Private wealth and private markets: New relationships and new opportunities
Getting ready for his upcoming panel appearance at SuperReturn North America, Darrell Crate, Founder and Managing Principal of Easterly Asset Management, reflects on the topic that everyone’s talking about: Attracting private wealth into private markets.
How is the retail market evolving and growing when it comes to investing in private markets?
Nearly 75% of private wealth investors plan to increase their private markets allocation this year, according to Hamilton Lane. This aligns with the significant industry shift we’ve been experiencing. More and more private wealth investors are looking to private markets—and if the pattern continues, it’s predicted that private markets will more than double the growth rate of public assets, according to Bain & Company.
The capital and interest is there. The question is, how do private markets firms efficiently access it?
The democratization of privatized funds is the next frontier for private markets. Fund managers are looking for the best way to engage individual investors, and individual investors are looking for the best way to access private markets. There’s a demand and there’s a supply—now it’s time to connect the two.
What should retail investors look for when assessing private markets opportunities?
As retail investors start to think about their portfolios and their wealth creation objectives in a more sophisticated way, there must be a focus on four key pieces. One is building a portfolio of assets that increases the efficiency frontier of their return outcomes. The other is the actual cash income that the portfolio generates.
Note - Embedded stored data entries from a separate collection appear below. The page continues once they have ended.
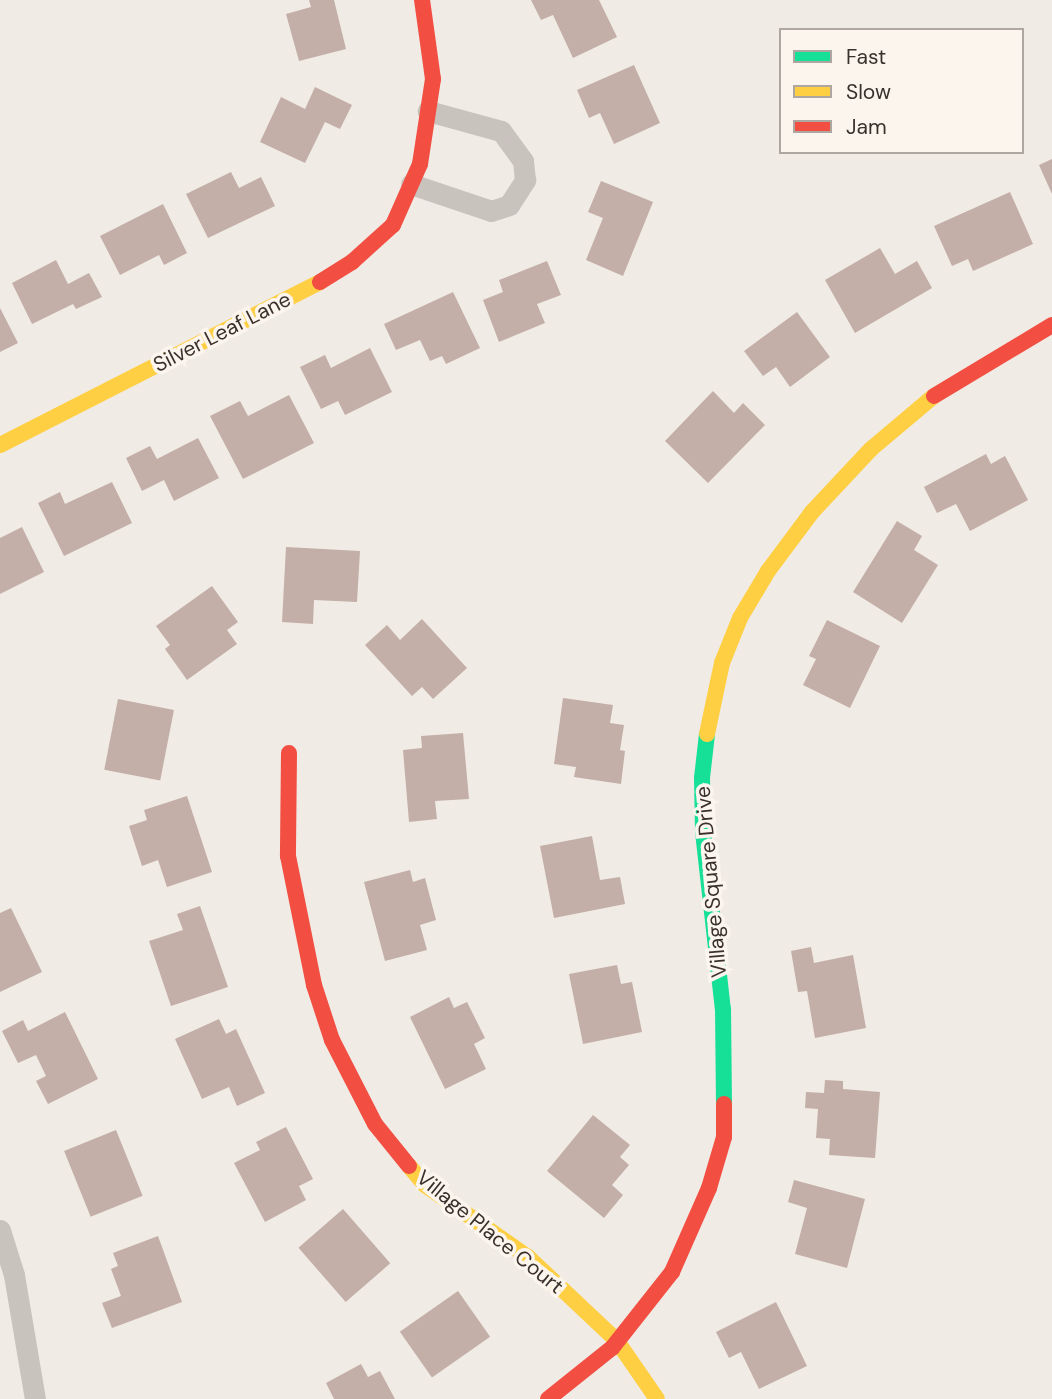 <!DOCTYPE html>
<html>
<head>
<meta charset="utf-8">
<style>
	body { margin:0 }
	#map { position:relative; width:1052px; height:1399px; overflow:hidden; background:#f0ebe5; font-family:"DM Sans",sans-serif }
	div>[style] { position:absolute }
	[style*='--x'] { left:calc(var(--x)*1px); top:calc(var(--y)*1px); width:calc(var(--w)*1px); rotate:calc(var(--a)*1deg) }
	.building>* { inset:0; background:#c3afa7; transform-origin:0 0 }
	.street>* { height:21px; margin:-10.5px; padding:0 10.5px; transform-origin:10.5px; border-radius:10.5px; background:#c9c3be }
	.fast>* { height:16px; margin:-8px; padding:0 8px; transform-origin:8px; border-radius:8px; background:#16e098 }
	.slow>* { height:16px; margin:-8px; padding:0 8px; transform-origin:8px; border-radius:8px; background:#ffcf43 }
	.jam>* { height:16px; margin:-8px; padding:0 8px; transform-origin:8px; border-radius:8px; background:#f24e42 }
	span { translate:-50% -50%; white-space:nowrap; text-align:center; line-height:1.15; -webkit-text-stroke:7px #fbf5ee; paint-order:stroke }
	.street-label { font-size:21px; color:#3b302b }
	.legend { position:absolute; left:779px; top:28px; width:245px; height:126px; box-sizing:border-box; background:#fbf5ee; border:2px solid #aea6a0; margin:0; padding:9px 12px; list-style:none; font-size:21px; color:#3b302b }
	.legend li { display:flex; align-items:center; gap:14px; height:35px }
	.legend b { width:35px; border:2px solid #aea6a0 }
</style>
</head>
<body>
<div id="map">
	<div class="building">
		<i style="clip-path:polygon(309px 0,334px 0,346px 49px,299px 61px,286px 14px,311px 7px)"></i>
		<i style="clip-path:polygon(531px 0,599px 0,617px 37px,573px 58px,553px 15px,541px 20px)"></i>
		<i style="clip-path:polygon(634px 65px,660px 123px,614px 144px,600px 113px,589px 118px,577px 90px)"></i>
		<i style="clip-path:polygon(315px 87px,352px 105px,340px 129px,325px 122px,305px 163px,260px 142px,281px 97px,305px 109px)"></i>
		<i style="clip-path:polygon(1052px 159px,1052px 194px,1039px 165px)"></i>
		<i style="clip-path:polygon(231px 172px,239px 188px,261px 177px,275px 206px,208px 238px,186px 194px)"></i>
		<i style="clip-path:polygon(601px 181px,653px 202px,623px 276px,586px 260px,603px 218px,588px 212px)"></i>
		<i style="clip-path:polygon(1010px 192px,1033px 244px,973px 271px,968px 259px,952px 266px,934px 226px)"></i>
		<i style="clip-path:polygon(163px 204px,187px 253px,164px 265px,159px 255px,120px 275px,100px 236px)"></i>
		<i style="clip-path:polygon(880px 248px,895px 274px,917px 261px,932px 288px,855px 333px,825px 280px)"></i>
		<i style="clip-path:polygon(56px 260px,68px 284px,89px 273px,102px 297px,76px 309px,73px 304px,32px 324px,12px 283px)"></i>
		<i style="clip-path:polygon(547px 261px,561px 295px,537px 304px,545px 323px,499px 342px,483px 300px,503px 292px,499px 280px)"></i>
		<i style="clip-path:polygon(453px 292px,480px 348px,446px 364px,442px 356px,430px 361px,420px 340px,396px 350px,384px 324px)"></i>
		<i style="clip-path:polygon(0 308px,18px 343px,0 352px)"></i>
		<i style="clip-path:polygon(797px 312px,830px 357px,790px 387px,776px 367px,763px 376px,744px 351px)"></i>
		<i style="clip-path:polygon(370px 348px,392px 392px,345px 415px,338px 401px,321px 409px,300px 367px,325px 355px,331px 368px)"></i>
		<i style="clip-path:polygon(713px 391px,734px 413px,743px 403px,765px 425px,708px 483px,665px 441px)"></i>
		<i style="clip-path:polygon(289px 395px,314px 443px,243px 479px,210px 416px,240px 401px,248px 416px)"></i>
		<i style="clip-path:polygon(198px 438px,219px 478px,174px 501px,164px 480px,142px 491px,126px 458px,150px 446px,157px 459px)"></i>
		<i style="clip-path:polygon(986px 454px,991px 464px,1005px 456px,1028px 500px,970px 531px,956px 504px,937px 513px,924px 487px)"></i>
		<i style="clip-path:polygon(112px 482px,132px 523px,64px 556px,38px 503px,60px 492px,65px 504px)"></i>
		<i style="clip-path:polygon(897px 521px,922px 536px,914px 550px,938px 565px,902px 623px,853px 592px)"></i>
		<i style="clip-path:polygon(22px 527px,44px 572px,0 594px,0 538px)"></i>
		<i style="clip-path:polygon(286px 547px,360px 551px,357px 602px,314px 600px,313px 624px,282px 622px)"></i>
		<i style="clip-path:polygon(212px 586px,238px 622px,227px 630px,237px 644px,187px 680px,165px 649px,170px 645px,156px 626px)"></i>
		<i style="clip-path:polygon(422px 619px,467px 668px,433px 699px,422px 687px,412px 696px,365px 645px,387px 625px,400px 640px)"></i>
		<i style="clip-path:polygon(827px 620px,880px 646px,850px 708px,803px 685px,816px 659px,809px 656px)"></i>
		<i style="clip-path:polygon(563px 698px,613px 705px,610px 723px,624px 725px,620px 750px,625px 751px,621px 784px,574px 777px,576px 767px,554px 764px)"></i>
		<i style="left:118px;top:699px;width:57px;height:72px;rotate:11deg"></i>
		<i style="clip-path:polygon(463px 733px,469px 799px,435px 801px,437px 819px,409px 822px,403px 750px,422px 748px,421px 736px)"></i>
		<i style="clip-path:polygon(187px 796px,212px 872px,167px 887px,158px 860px,142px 866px,129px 826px,147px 820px,144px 810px)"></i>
		<i style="clip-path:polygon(592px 836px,600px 880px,620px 877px,625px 904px,554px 918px,540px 846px)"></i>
		<i style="clip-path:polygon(410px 870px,413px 882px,425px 878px,436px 920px,420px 925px,427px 950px,385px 961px,364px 882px)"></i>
		<i style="clip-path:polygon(200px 906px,228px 987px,171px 1006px,149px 941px,183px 930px,177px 914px)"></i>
		<i style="clip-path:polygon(11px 908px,42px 972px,0 992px,0 913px)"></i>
		<i style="clip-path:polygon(811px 947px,814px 963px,853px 955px,866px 1028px,815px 1038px,807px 991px,798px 992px,791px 951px)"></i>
		<i style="clip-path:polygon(617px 965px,621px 984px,632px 982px,642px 1032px,583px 1044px,569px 974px)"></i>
		<i style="clip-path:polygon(449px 997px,454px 1008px,467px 1002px,485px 1038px,474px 1044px,486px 1069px,445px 1089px,410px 1017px)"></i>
		<i style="clip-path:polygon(65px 1012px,98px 1079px,48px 1104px,36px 1081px,46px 1076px,36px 1055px,18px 1063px,2px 1031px,23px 1020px,28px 1031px)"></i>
		<i style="clip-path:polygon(219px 1019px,226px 1034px,236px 1029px,265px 1093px,237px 1106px,229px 1087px,202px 1099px,175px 1039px)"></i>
		<i style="clip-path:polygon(825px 1080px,843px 1081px,843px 1089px,880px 1092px,875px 1158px,829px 1155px,830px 1139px,816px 1138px,818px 1109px,805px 1108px,806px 1092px,824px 1093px)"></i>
		<i style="clip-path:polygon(593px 1115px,630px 1145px,620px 1157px,629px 1165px,612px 1185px,623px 1195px,604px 1218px,547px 1171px)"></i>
		<i style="clip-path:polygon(286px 1127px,313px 1179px,299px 1186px,306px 1200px,265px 1222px,234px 1163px,260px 1150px,256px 1142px)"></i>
		<i style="left:116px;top:1130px;width:71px;height:56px;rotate:68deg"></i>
		<i style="clip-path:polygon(794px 1180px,865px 1199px,847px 1268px,795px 1254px,807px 1208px,788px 1202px)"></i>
		<i style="left:343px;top:1209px;width:72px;height:59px;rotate:49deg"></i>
		<i style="clip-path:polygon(158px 1236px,182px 1302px,112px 1328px,102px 1303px,121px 1296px,111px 1269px,118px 1266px,113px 1253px)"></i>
		<i style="left:458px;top:1291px;width:56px;height:71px;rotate:55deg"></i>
		<i style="clip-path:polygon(776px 1302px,807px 1366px,759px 1389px,741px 1352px,729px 1358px,716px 1332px)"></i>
		<i style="clip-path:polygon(361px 1364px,368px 1377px,380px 1371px,395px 1399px,334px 1399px,326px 1383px)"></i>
	</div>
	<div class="street">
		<i style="--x:411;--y:184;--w:84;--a:18.6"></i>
		<i style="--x:491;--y:211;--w:19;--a:-18"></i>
		<i style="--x:509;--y:205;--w:30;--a:-57"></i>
		<i style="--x:525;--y:180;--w:19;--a:-96"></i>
		<i style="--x:523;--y:161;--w:37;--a:-126"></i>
		<i style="--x:501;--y:131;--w:76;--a:-164.7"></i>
		<i style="--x:0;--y:1230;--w:47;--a:72.7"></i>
		<i style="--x:14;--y:1275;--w:126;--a:80.4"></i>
	</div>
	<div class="fast">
		<i style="--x:707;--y:734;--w:44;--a:96.5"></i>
		<i style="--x:702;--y:778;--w:54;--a:88.9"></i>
		<i style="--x:703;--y:832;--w:178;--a:83.6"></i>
		<i style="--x:723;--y:1009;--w:95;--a:89.4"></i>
	</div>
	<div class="slow">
		<i style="--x:0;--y:445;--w:359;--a:-27"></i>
		<i style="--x:707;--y:734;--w:73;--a:-78.1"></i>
		<i style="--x:722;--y:663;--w:48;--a:-68.2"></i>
		<i style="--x:740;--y:618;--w:55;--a:-59.2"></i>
		<i style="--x:768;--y:571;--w:74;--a:-53.3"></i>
		<i style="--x:812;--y:512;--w:86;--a:-46.9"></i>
		<i style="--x:871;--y:449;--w:82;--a:-40.1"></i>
		<i style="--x:409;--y:1166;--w:25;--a:50"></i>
		<i style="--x:425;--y:1185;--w:126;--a:35"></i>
		<i style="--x:528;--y:1257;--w:122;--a:43.3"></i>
		<i style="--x:617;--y:1341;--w:70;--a:55.4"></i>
	</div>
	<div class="jam">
		<i style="--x:320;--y:282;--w:38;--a:-32"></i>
		<i style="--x:352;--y:262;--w:55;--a:-42.1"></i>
		<i style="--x:393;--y:225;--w:67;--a:-66.1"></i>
		<i style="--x:420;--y:164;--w:86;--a:-81.3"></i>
		<i style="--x:433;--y:79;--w:80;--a:-97.9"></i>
		<i style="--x:934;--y:396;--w:138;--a:-31"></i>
		<i style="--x:289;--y:753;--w:103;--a:90.6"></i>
		<i style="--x:288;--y:856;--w:132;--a:78.6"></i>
		<i style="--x:314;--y:985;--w:58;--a:71.9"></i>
		<i style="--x:332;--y:1040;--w:94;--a:62.9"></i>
		<i style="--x:375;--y:1124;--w:54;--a:51"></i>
		<i style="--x:548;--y:1399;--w:82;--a:-38.6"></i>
		<i style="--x:612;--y:1348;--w:97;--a:-51.7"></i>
		<i style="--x:672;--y:1272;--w:92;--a:-66.2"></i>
		<i style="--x:709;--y:1188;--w:53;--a:-73.6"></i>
		<i style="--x:724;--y:1137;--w:33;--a:-90"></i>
	</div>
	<div class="street-label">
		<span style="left:222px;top:332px;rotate:-27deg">Silver Leaf Lane</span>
		<span style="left:711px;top:882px;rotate:-95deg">Village Square Drive</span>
		<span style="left:490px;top:1232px;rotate:39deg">Village Place Court</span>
	</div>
	<ul class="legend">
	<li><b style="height:9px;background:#16e098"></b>Fast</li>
	<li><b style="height:9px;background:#ffcf43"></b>Slow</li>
	<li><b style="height:9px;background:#f24e42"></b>Jam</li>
	</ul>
</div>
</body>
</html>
Then it’s about elevating the return and reducing the risk.
When analyzing private market opportunities, investors should consider Distributed to Paid-In Capital (DPI). They should ask themselves, “Are these opportunities going to increase the efficiency frontier of the potential outcomes on my investment portfolio?” Then, they need to ask, “Am I getting the appropriate return for the illiquidity budget that I’m allocating?” If they do it right, they should be receiving better compound return over time for the illiquidity that they're assuming.
They should consider their liquidity and illiquidity budget allocation within the same mindset as endowments and institutions. But, that means thinking about those allocations in a much more complex way while taking into account the realities of being an individual, not an institution. That’s why it’s so important for individual investors to work closely with experienced asset managers and financial advisors who can help them navigate this complex environment.
What is your advice to private wealth investors, or financial advisors who represent them, on how to break into this market?
My first thought regarding this question is simple, and somewhat obvious to savvy investors: Do your homework. Make sure you’re seeking out trusted investment firms with trusted products. But to go a step further, investors should build a relationship with the firm. Get to know who they are. Gain exposure to their people to understand the values of the firm and what’s driving their desire to do well.
What private sectors should a retail advisor focus on when building their portfolio?
We believe a private real estate allocation is important. If you’re a financial advisor, you can help eliminate volatility for your client and get some of the very best talent managing your money. Real estate has proven again and again to be an integral part of an optimized portfolio.
Then, when thinking about the acceleration of your portfolio, look at the sectors that are growing in the economy. Those can include tech-related, lower middle market and small cap companies that are much better positioned for growth.
Also, find hard- and real-asset companies. Uncorrelated to the overall market, these sectors can be a nice complement to a portfolio of liquid securities.
How can asset management firms foster successful relationships between private markets firms and private wealth investors?
It’s all about access. Private markets firms are used to engaging with an institutional audience—it’s comfortable, it’s familiar. But right now, opportunity lies in the unknown. So, having a partner who knows the private wealth sector—how to navigate it, who to contact, and the key points of interest—is crucial.
It’s also about curating the right set of products, building the right connections, and fostering strong partnerships. To help private markets firms reach private wealth investors, asset management firms must offer products and services that can enhance return, reduce duration and risk, deliver strong income per unit of risk, and remain uncorrelated while pushing out the efficiency of the frontier.
At Easterly, with our carefully curated list of partners and solutions, we aim to do just that. Our goal is to enhance return and remain focused on the cash income that comes from that return. We consistently strive to reduce risk in a portfolio and increase the probability of higher return outcomes—all in the pursuit of our mission to make portfolios better.
Darrell is the Founder and Managing Principal at Easterly Asset Management, home to investment teams that provide institutional and private wealth investors with a portfolio of curated solutions across alternatives, active equity and active fixed income. Darrell also serves as the CEO of Easterly Government Properties, Inc., a NYSE-listed company which he co-founded in 2015.
Prior to founding Easterly, he served as the Chief Financial Officer of Affiliated Managers Group, Inc., a publicly traded asset management holding company which grew through acquisition. Darrell is also a Trustee Emeritus of Bates College, where he served for 18 years. Darrell earned his B.A. from Bates College and his M.B.A. from Columbia Business School.